(The records)

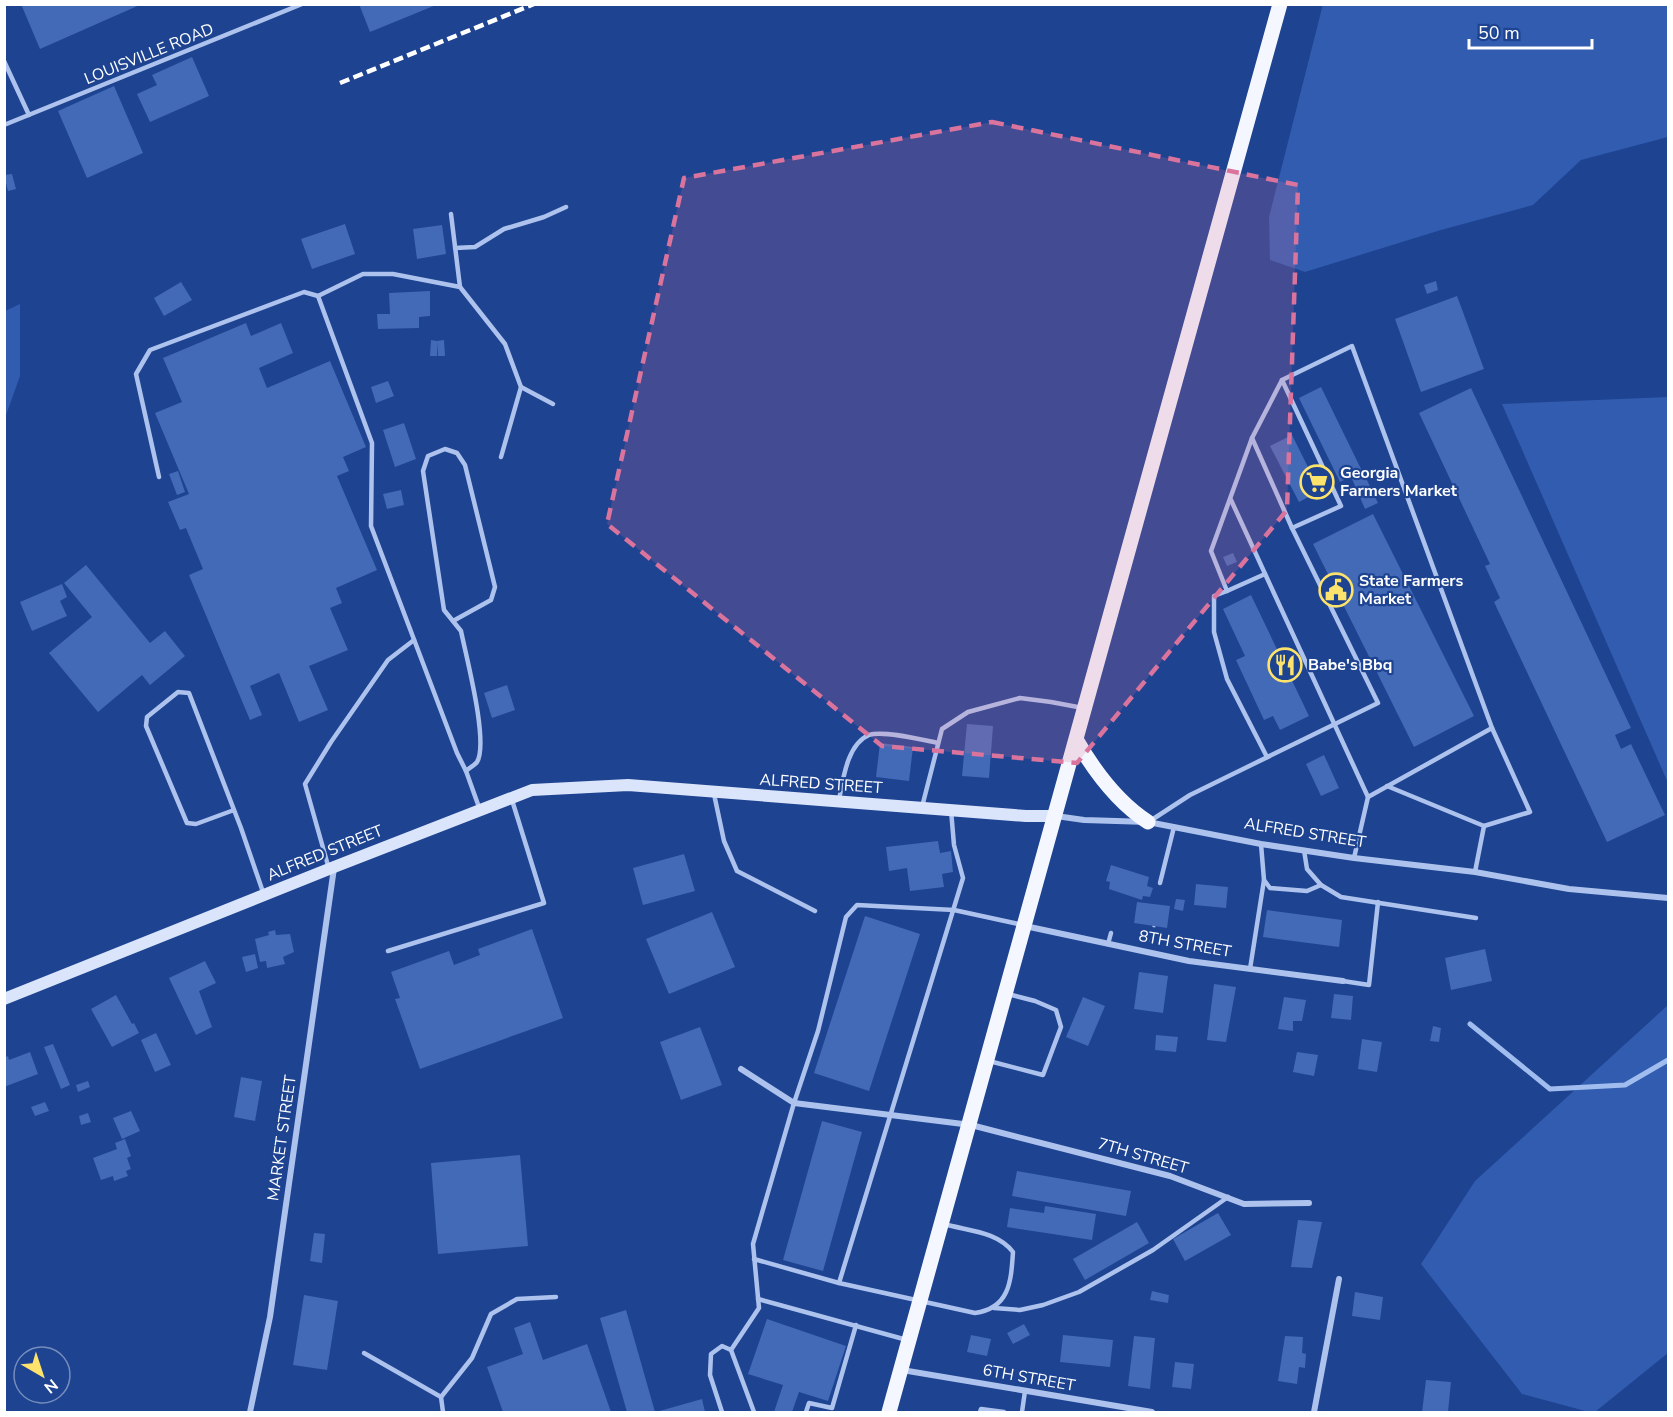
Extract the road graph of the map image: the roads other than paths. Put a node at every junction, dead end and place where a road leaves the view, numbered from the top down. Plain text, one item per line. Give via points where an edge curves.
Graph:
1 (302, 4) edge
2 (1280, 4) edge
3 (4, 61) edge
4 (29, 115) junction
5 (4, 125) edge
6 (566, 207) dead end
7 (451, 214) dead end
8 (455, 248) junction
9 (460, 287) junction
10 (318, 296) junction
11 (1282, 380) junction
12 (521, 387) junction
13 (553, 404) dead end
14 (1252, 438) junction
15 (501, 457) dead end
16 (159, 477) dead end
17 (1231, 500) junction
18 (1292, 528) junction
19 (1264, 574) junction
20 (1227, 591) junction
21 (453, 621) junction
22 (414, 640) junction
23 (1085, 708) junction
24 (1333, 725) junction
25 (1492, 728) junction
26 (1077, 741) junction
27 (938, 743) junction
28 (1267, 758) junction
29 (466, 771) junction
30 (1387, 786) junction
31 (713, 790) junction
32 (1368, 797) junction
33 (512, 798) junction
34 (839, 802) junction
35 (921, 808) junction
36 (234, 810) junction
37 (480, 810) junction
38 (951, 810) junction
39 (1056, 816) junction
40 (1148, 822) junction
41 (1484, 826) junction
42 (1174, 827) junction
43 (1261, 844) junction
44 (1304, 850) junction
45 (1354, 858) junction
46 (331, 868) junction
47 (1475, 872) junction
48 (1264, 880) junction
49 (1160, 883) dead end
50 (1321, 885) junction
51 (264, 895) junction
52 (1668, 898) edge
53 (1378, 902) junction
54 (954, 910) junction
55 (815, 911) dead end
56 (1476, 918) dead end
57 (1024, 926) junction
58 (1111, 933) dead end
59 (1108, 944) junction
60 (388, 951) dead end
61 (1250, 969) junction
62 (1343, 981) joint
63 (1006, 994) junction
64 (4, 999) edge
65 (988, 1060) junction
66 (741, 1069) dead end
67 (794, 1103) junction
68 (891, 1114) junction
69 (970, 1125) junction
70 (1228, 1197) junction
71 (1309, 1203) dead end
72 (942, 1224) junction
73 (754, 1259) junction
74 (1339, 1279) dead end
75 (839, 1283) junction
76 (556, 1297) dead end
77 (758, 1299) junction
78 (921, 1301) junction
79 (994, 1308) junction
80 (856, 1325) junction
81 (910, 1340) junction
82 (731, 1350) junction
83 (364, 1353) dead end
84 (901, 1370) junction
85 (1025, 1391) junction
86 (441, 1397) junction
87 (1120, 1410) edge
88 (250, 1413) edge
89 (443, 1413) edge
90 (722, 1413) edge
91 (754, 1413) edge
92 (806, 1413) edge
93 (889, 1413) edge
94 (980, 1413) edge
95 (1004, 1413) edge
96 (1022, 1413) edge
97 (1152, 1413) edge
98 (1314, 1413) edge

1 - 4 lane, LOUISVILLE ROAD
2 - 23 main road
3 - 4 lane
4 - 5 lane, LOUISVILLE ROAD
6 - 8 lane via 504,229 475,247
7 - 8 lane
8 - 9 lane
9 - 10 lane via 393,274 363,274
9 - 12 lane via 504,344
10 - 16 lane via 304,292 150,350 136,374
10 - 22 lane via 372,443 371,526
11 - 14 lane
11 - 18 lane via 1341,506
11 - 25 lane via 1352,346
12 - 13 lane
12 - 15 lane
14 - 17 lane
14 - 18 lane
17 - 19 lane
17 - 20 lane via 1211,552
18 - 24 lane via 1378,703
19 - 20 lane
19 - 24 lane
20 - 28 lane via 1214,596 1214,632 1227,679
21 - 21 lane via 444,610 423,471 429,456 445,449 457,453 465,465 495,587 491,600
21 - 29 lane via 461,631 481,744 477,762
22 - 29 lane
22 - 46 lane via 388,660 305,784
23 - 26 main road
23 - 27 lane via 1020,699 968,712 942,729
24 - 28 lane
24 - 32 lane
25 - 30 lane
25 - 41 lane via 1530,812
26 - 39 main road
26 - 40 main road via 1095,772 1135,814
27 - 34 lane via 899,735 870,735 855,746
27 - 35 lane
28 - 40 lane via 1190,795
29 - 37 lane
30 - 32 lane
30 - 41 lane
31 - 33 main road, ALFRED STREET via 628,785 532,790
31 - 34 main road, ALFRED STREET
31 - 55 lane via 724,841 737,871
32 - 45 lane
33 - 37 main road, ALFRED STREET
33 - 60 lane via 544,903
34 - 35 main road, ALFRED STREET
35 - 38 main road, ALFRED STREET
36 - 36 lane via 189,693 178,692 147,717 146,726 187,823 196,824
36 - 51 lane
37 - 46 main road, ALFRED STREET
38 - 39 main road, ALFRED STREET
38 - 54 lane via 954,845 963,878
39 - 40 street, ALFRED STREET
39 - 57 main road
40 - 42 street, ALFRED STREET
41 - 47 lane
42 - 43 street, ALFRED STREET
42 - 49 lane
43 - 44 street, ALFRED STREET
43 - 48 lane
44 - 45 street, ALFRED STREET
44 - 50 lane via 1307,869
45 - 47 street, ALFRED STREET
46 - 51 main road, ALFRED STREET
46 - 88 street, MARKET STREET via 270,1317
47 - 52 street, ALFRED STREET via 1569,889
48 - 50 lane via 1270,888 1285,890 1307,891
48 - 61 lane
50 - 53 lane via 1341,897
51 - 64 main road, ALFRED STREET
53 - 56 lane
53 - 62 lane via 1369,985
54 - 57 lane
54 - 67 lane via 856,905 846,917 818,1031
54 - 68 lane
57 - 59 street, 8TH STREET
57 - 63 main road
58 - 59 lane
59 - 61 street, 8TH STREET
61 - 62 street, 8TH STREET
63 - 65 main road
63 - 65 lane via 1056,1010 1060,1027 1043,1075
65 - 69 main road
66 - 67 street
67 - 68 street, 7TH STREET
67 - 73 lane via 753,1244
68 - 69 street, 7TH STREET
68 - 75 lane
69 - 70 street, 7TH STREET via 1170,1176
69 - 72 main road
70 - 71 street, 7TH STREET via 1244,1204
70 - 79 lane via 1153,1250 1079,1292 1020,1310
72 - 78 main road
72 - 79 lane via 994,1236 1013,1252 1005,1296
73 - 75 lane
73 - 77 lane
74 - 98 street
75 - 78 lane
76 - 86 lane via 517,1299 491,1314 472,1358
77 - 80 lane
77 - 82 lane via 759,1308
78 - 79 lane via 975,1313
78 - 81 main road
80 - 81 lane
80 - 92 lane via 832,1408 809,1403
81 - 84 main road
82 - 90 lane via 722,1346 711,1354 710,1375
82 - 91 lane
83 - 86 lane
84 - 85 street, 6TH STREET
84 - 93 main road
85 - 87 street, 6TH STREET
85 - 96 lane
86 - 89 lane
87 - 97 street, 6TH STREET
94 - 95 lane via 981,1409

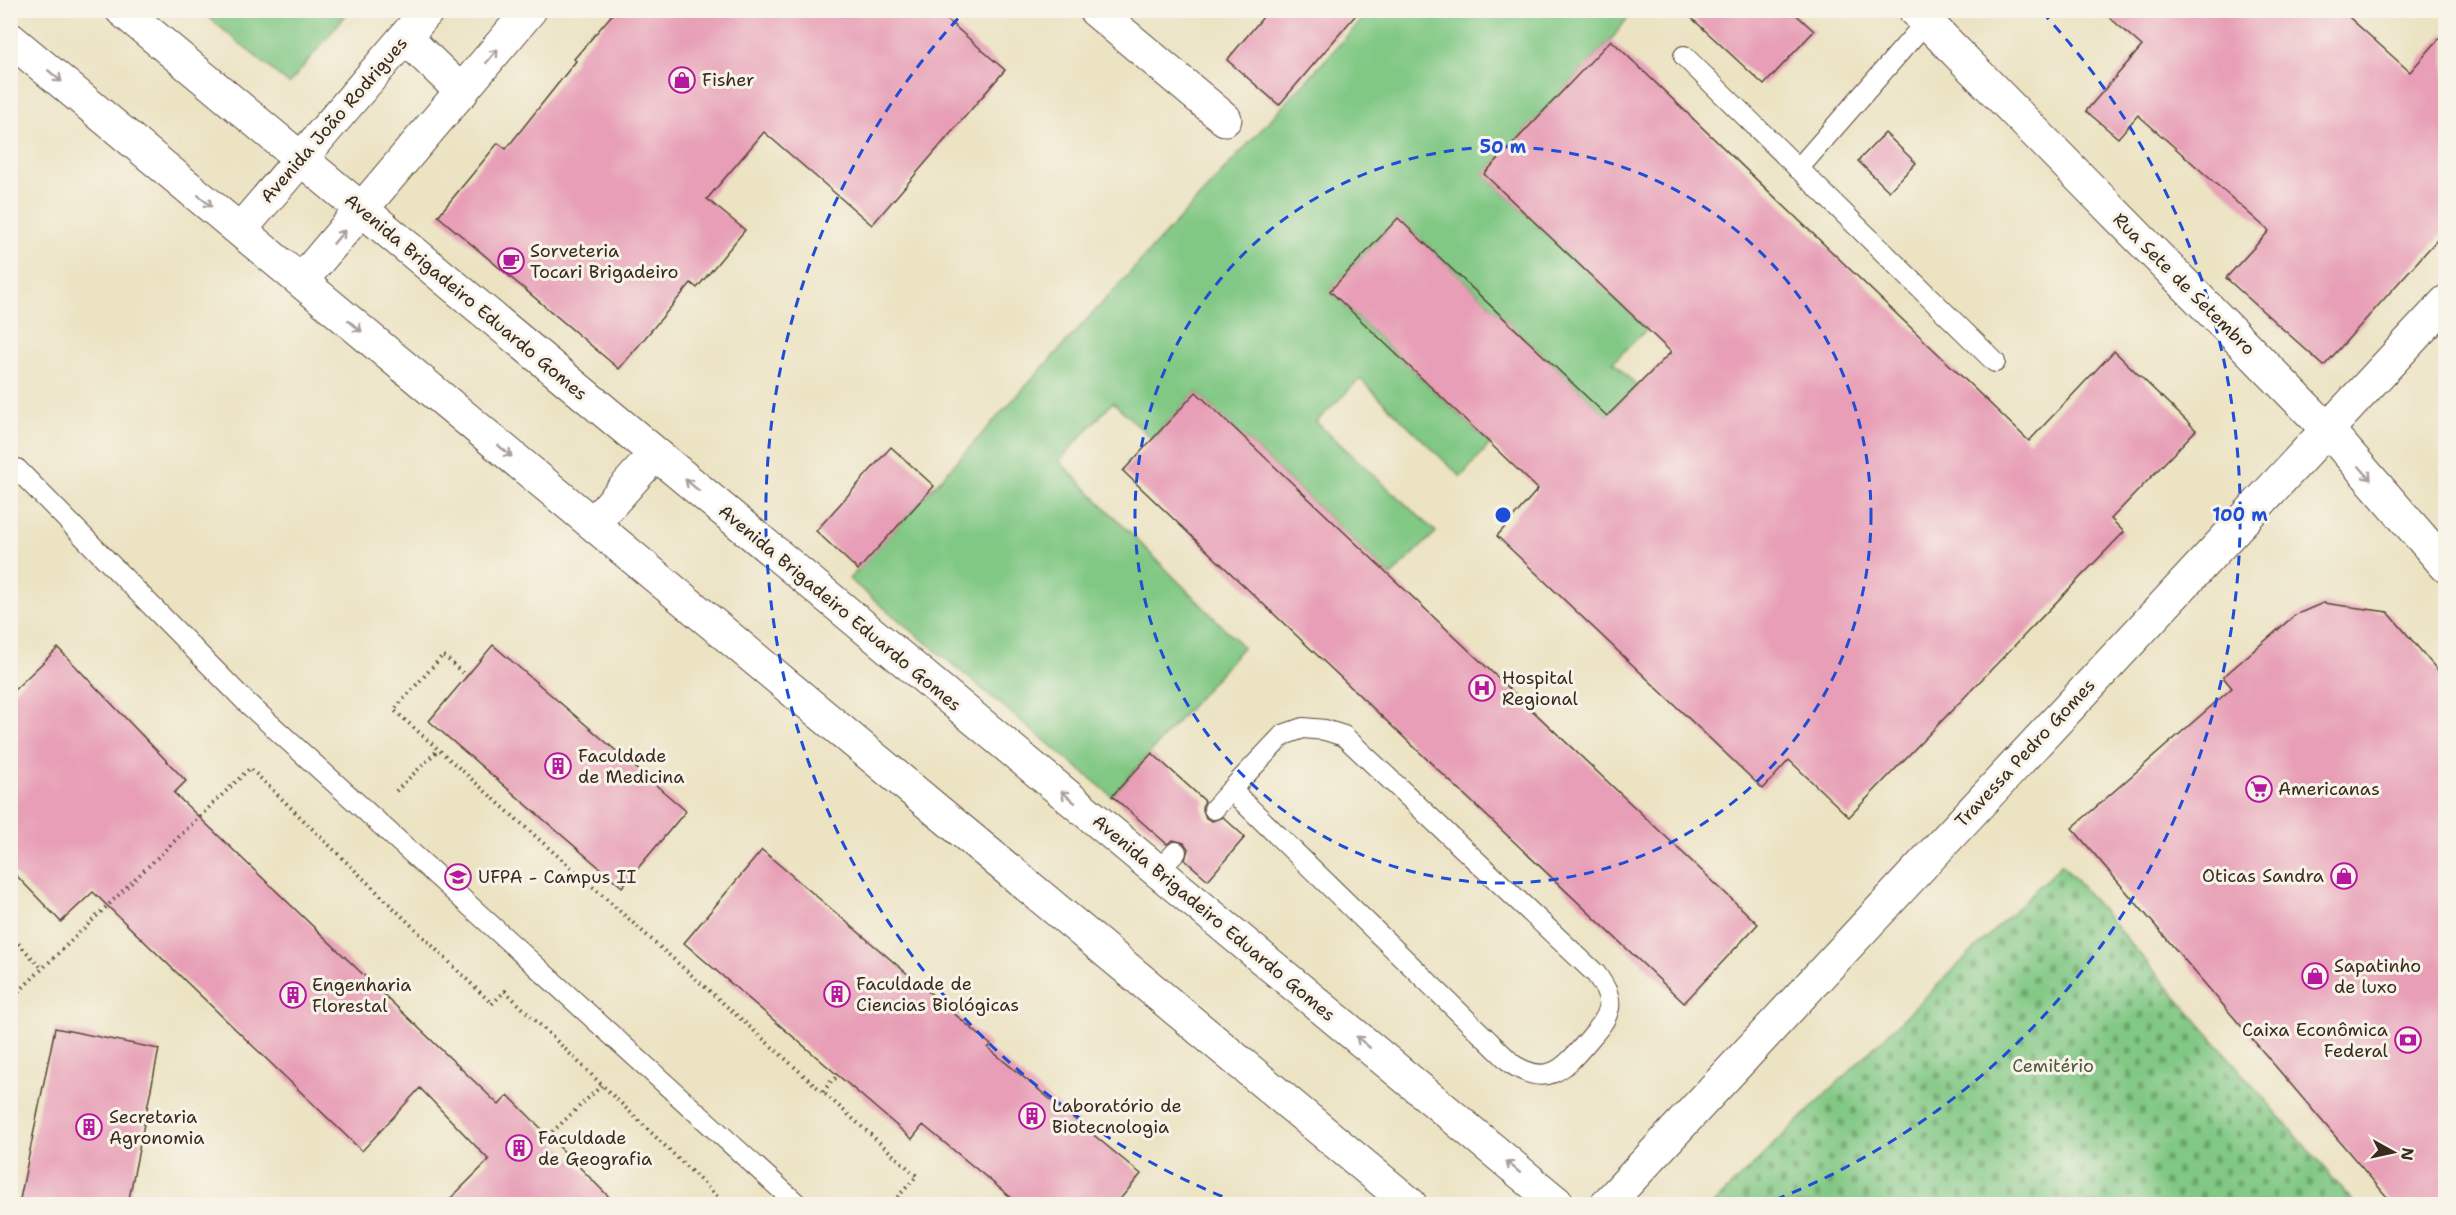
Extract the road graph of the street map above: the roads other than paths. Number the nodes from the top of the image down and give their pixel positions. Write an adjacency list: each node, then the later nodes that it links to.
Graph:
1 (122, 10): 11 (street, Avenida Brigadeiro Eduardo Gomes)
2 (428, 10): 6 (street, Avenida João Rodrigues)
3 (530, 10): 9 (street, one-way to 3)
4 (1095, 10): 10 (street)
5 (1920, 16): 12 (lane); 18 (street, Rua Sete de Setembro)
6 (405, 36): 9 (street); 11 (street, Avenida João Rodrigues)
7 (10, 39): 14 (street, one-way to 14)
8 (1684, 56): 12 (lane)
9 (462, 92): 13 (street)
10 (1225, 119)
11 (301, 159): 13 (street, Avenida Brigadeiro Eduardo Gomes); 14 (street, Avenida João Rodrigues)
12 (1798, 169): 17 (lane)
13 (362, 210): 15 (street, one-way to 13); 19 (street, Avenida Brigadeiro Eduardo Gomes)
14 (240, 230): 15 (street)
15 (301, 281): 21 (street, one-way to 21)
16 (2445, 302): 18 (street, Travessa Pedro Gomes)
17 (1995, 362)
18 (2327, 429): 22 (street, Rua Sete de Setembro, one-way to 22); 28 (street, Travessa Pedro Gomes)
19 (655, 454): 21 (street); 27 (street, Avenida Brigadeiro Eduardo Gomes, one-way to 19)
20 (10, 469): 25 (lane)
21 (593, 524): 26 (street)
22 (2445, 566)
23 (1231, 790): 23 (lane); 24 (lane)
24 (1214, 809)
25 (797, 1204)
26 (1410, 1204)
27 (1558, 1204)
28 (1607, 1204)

(End The records)

> [Aim of the task]: Copy task for the entries above: every line with the string "Brigadeiro".

> [Solution to the exercise]:
1 (122, 10): 11 (street, Avenida Brigadeiro Eduardo Gomes)
11 (301, 159): 13 (street, Avenida Brigadeiro Eduardo Gomes); 14 (street, Avenida João Rodrigues)
13 (362, 210): 15 (street, one-way to 13); 19 (street, Avenida Brigadeiro Eduardo Gomes)
19 (655, 454): 21 (street); 27 (street, Avenida Brigadeiro Eduardo Gomes, one-way to 19)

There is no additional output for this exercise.